### [PROBLEM DETAILS]
When the string "Wittekindstraße" is part of a line in the data below, report the whole line.

==== PROVIDED MATERIAL ====

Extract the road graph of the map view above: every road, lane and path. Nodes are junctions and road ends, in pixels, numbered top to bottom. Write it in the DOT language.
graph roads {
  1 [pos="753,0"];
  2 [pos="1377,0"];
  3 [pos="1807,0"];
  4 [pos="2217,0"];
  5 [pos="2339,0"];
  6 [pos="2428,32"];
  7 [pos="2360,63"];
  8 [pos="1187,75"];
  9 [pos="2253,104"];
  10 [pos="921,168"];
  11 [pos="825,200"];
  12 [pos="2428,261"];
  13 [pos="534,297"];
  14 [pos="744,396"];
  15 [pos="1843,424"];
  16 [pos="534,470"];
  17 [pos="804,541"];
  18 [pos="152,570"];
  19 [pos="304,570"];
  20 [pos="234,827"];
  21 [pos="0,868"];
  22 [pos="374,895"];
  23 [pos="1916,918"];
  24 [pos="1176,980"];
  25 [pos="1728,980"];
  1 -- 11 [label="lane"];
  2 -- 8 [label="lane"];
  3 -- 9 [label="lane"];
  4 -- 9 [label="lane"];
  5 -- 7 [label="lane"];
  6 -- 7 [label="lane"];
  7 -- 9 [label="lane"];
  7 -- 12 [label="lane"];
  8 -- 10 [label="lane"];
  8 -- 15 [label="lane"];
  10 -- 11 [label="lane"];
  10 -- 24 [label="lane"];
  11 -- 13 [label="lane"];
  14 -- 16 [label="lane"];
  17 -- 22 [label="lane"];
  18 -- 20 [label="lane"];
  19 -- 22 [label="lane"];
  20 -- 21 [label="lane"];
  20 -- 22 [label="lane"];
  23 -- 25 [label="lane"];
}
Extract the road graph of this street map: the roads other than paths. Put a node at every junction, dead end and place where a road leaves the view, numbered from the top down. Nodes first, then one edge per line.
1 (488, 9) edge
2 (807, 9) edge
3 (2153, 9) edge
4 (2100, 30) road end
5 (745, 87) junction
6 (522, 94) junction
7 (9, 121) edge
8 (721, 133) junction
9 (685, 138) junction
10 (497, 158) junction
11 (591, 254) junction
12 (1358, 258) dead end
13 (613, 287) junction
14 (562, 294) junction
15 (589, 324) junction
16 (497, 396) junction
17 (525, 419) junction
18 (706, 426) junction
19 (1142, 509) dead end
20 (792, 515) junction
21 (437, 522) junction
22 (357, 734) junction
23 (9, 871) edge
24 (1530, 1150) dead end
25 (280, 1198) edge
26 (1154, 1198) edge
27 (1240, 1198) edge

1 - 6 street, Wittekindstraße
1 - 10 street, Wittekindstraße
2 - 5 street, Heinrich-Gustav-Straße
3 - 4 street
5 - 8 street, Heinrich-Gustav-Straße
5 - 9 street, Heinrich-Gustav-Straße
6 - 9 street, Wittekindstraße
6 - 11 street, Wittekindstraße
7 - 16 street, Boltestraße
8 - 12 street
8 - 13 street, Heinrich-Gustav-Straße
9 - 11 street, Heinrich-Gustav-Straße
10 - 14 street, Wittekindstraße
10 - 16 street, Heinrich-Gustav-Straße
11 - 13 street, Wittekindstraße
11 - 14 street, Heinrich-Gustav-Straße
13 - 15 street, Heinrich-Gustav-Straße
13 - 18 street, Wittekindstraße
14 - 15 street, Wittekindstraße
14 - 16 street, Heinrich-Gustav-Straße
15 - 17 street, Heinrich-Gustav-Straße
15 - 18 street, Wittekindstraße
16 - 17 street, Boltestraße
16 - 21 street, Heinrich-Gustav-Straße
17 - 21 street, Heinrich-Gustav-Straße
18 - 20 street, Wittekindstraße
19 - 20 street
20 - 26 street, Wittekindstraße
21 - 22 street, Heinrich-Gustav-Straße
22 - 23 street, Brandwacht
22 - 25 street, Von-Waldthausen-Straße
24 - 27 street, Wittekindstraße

====

### [WRITTEN SOLUTION]
1 - 6 street, Wittekindstraße
1 - 10 street, Wittekindstraße
6 - 9 street, Wittekindstraße
6 - 11 street, Wittekindstraße
10 - 14 street, Wittekindstraße
11 - 13 street, Wittekindstraße
13 - 18 street, Wittekindstraße
14 - 15 street, Wittekindstraße
15 - 18 street, Wittekindstraße
18 - 20 street, Wittekindstraße
20 - 26 street, Wittekindstraße
24 - 27 street, Wittekindstraße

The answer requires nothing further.